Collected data
::::::::
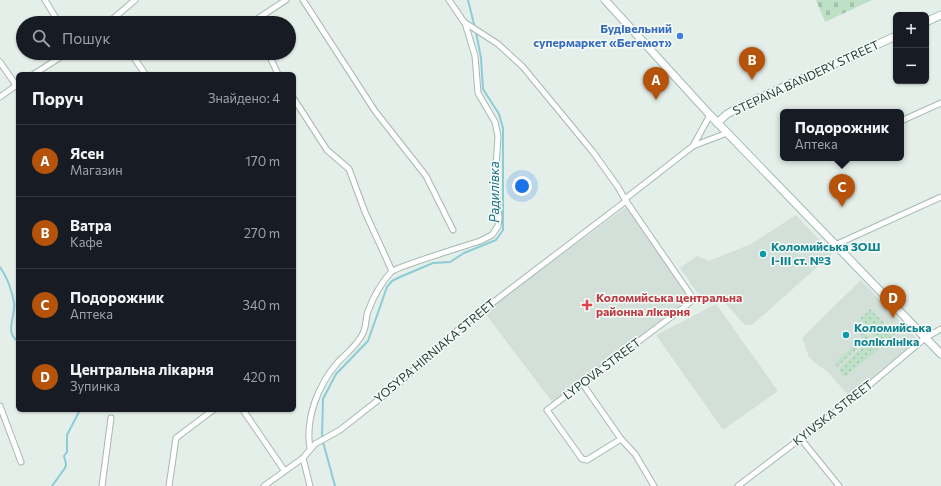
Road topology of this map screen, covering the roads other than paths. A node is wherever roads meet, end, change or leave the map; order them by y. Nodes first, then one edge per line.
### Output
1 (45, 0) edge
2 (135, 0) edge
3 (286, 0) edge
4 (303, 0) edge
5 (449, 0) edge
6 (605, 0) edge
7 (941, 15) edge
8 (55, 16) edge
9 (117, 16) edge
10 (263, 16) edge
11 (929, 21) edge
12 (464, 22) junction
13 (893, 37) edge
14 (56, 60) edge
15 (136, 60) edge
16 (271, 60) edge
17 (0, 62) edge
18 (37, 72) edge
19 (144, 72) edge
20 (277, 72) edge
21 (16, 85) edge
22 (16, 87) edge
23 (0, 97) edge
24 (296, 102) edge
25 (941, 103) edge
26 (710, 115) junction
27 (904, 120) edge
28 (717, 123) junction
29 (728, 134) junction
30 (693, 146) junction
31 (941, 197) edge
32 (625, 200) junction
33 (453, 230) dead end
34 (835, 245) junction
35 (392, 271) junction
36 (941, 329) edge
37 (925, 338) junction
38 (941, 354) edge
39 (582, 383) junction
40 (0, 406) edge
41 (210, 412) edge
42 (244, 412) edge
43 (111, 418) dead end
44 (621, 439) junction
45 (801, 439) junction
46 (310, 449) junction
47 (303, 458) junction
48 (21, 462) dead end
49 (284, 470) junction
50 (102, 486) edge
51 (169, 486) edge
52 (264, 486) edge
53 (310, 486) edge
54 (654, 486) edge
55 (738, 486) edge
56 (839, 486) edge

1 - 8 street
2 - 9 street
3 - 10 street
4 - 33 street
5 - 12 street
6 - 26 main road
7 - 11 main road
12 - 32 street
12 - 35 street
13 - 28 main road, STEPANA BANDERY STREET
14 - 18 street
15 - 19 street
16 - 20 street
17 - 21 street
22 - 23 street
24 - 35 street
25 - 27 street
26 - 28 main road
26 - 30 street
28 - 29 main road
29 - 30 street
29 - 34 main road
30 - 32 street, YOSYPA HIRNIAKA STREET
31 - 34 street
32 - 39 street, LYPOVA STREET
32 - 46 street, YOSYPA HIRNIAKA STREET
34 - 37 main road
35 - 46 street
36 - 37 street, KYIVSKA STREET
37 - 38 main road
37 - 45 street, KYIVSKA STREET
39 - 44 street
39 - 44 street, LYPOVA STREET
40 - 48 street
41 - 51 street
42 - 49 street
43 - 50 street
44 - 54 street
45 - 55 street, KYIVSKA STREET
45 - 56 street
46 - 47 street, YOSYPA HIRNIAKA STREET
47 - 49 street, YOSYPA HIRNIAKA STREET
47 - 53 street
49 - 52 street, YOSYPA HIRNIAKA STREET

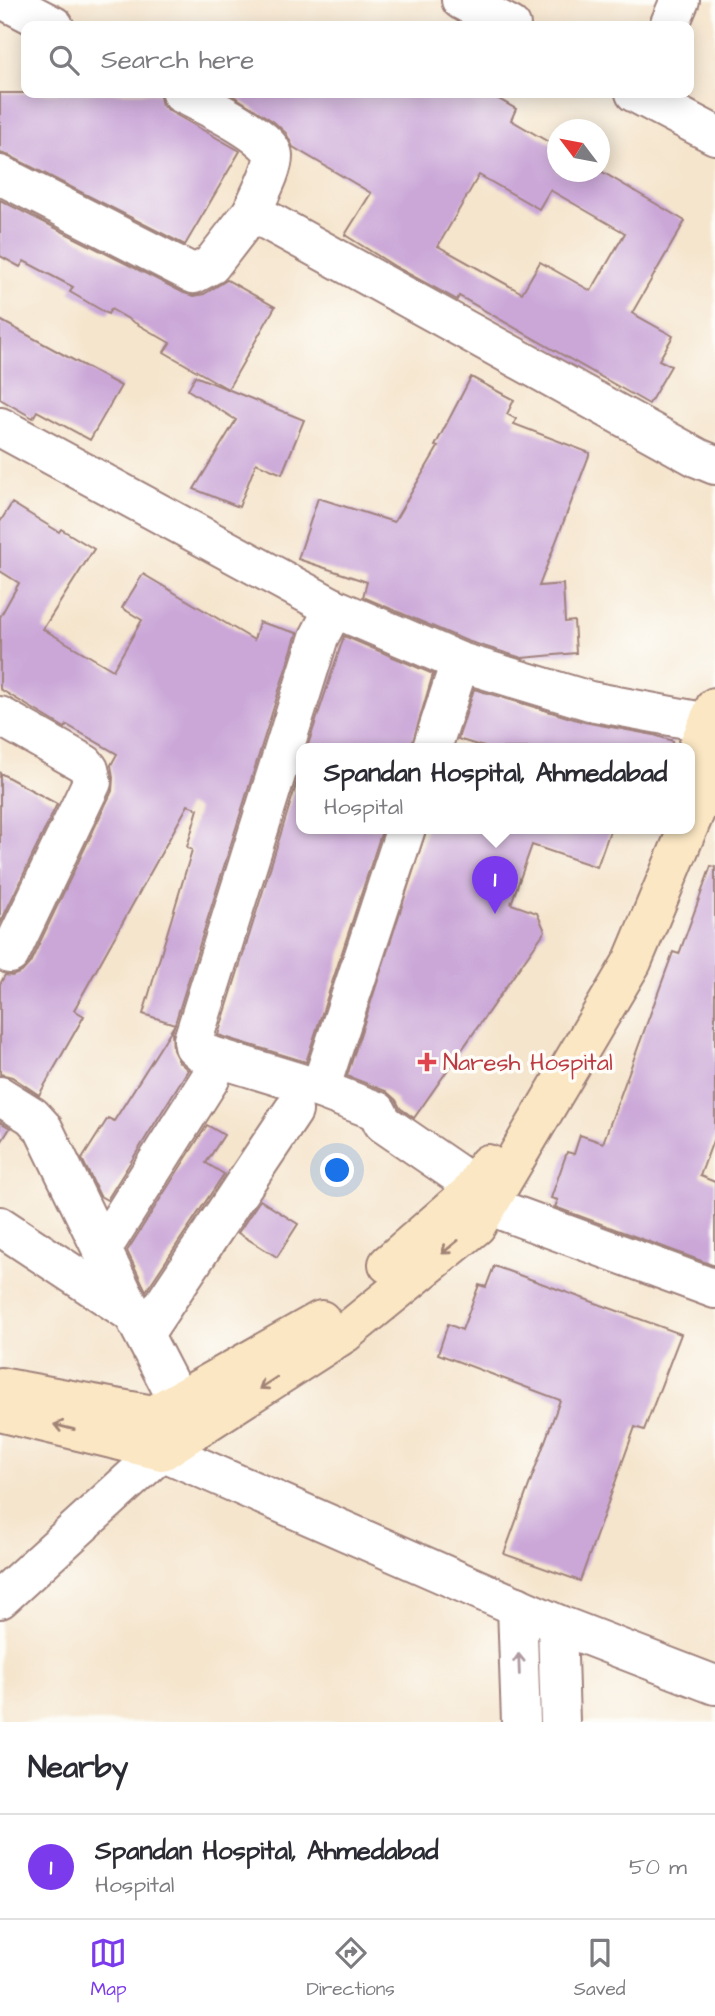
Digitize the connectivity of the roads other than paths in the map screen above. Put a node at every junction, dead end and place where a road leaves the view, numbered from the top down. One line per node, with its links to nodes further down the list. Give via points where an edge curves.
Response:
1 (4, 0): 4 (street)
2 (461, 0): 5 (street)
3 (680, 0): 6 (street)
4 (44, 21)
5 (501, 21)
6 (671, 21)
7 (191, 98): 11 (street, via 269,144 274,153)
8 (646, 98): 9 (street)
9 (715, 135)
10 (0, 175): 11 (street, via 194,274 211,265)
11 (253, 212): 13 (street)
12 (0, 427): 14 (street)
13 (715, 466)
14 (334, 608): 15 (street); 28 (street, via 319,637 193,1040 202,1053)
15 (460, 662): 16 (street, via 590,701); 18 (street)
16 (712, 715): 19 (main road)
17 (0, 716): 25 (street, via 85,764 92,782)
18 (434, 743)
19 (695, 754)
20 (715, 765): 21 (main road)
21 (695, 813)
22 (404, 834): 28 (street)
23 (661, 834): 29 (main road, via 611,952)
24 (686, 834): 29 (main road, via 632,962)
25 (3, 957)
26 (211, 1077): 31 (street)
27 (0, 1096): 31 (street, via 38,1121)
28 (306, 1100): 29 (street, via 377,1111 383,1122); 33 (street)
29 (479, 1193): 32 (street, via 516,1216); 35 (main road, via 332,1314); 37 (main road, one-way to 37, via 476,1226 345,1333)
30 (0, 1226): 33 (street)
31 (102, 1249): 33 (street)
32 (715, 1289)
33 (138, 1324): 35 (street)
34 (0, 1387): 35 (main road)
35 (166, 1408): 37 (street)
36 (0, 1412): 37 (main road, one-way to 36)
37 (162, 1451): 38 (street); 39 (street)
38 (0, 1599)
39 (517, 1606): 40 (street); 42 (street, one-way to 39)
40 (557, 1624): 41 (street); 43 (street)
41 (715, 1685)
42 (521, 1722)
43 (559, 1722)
::::::::
### PROBLEM REQUIREMENTS
Exclude the pictures, then retype every record exactly.

### REPLY TO THE EXERCISE
Road topology of this map screen, covering the roads other than paths. A node is wherever roads meet, end, change or leave the map; order them by y. Nodes first, then one edge per line.
### Output
1 (45, 0) edge
2 (135, 0) edge
3 (286, 0) edge
4 (303, 0) edge
5 (449, 0) edge
6 (605, 0) edge
7 (941, 15) edge
8 (55, 16) edge
9 (117, 16) edge
10 (263, 16) edge
11 (929, 21) edge
12 (464, 22) junction
13 (893, 37) edge
14 (56, 60) edge
15 (136, 60) edge
16 (271, 60) edge
17 (0, 62) edge
18 (37, 72) edge
19 (144, 72) edge
20 (277, 72) edge
21 (16, 85) edge
22 (16, 87) edge
23 (0, 97) edge
24 (296, 102) edge
25 (941, 103) edge
26 (710, 115) junction
27 (904, 120) edge
28 (717, 123) junction
29 (728, 134) junction
30 (693, 146) junction
31 (941, 197) edge
32 (625, 200) junction
33 (453, 230) dead end
34 (835, 245) junction
35 (392, 271) junction
36 (941, 329) edge
37 (925, 338) junction
38 (941, 354) edge
39 (582, 383) junction
40 (0, 406) edge
41 (210, 412) edge
42 (244, 412) edge
43 (111, 418) dead end
44 (621, 439) junction
45 (801, 439) junction
46 (310, 449) junction
47 (303, 458) junction
48 (21, 462) dead end
49 (284, 470) junction
50 (102, 486) edge
51 (169, 486) edge
52 (264, 486) edge
53 (310, 486) edge
54 (654, 486) edge
55 (738, 486) edge
56 (839, 486) edge

1 - 8 street
2 - 9 street
3 - 10 street
4 - 33 street
5 - 12 street
6 - 26 main road
7 - 11 main road
12 - 32 street
12 - 35 street
13 - 28 main road, STEPANA BANDERY STREET
14 - 18 street
15 - 19 street
16 - 20 street
17 - 21 street
22 - 23 street
24 - 35 street
25 - 27 street
26 - 28 main road
26 - 30 street
28 - 29 main road
29 - 30 street
29 - 34 main road
30 - 32 street, YOSYPA HIRNIAKA STREET
31 - 34 street
32 - 39 street, LYPOVA STREET
32 - 46 street, YOSYPA HIRNIAKA STREET
34 - 37 main road
35 - 46 street
36 - 37 street, KYIVSKA STREET
37 - 38 main road
37 - 45 street, KYIVSKA STREET
39 - 44 street
39 - 44 street, LYPOVA STREET
40 - 48 street
41 - 51 street
42 - 49 street
43 - 50 street
44 - 54 street
45 - 55 street, KYIVSKA STREET
45 - 56 street
46 - 47 street, YOSYPA HIRNIAKA STREET
47 - 49 street, YOSYPA HIRNIAKA STREET
47 - 53 street
49 - 52 street, YOSYPA HIRNIAKA STREET

Digitize the connectivity of the roads other than paths in the map screen above. Put a node at every junction, dead end and place where a road leaves the view, numbered from the top down. One line per node, with its links to nodes further down the list. Give via points where an edge curves.
Response:
1 (4, 0): 4 (street)
2 (461, 0): 5 (street)
3 (680, 0): 6 (street)
4 (44, 21)
5 (501, 21)
6 (671, 21)
7 (191, 98): 11 (street, via 269,144 274,153)
8 (646, 98): 9 (street)
9 (715, 135)
10 (0, 175): 11 (street, via 194,274 211,265)
11 (253, 212): 13 (street)
12 (0, 427): 14 (street)
13 (715, 466)
14 (334, 608): 15 (street); 28 (street, via 319,637 193,1040 202,1053)
15 (460, 662): 16 (street, via 590,701); 18 (street)
16 (712, 715): 19 (main road)
17 (0, 716): 25 (street, via 85,764 92,782)
18 (434, 743)
19 (695, 754)
20 (715, 765): 21 (main road)
21 (695, 813)
22 (404, 834): 28 (street)
23 (661, 834): 29 (main road, via 611,952)
24 (686, 834): 29 (main road, via 632,962)
25 (3, 957)
26 (211, 1077): 31 (street)
27 (0, 1096): 31 (street, via 38,1121)
28 (306, 1100): 29 (street, via 377,1111 383,1122); 33 (street)
29 (479, 1193): 32 (street, via 516,1216); 35 (main road, via 332,1314); 37 (main road, one-way to 37, via 476,1226 345,1333)
30 (0, 1226): 33 (street)
31 (102, 1249): 33 (street)
32 (715, 1289)
33 (138, 1324): 35 (street)
34 (0, 1387): 35 (main road)
35 (166, 1408): 37 (street)
36 (0, 1412): 37 (main road, one-way to 36)
37 (162, 1451): 38 (street); 39 (street)
38 (0, 1599)
39 (517, 1606): 40 (street); 42 (street, one-way to 39)
40 (557, 1624): 41 (street); 43 (street)
41 (715, 1685)
42 (521, 1722)
43 (559, 1722)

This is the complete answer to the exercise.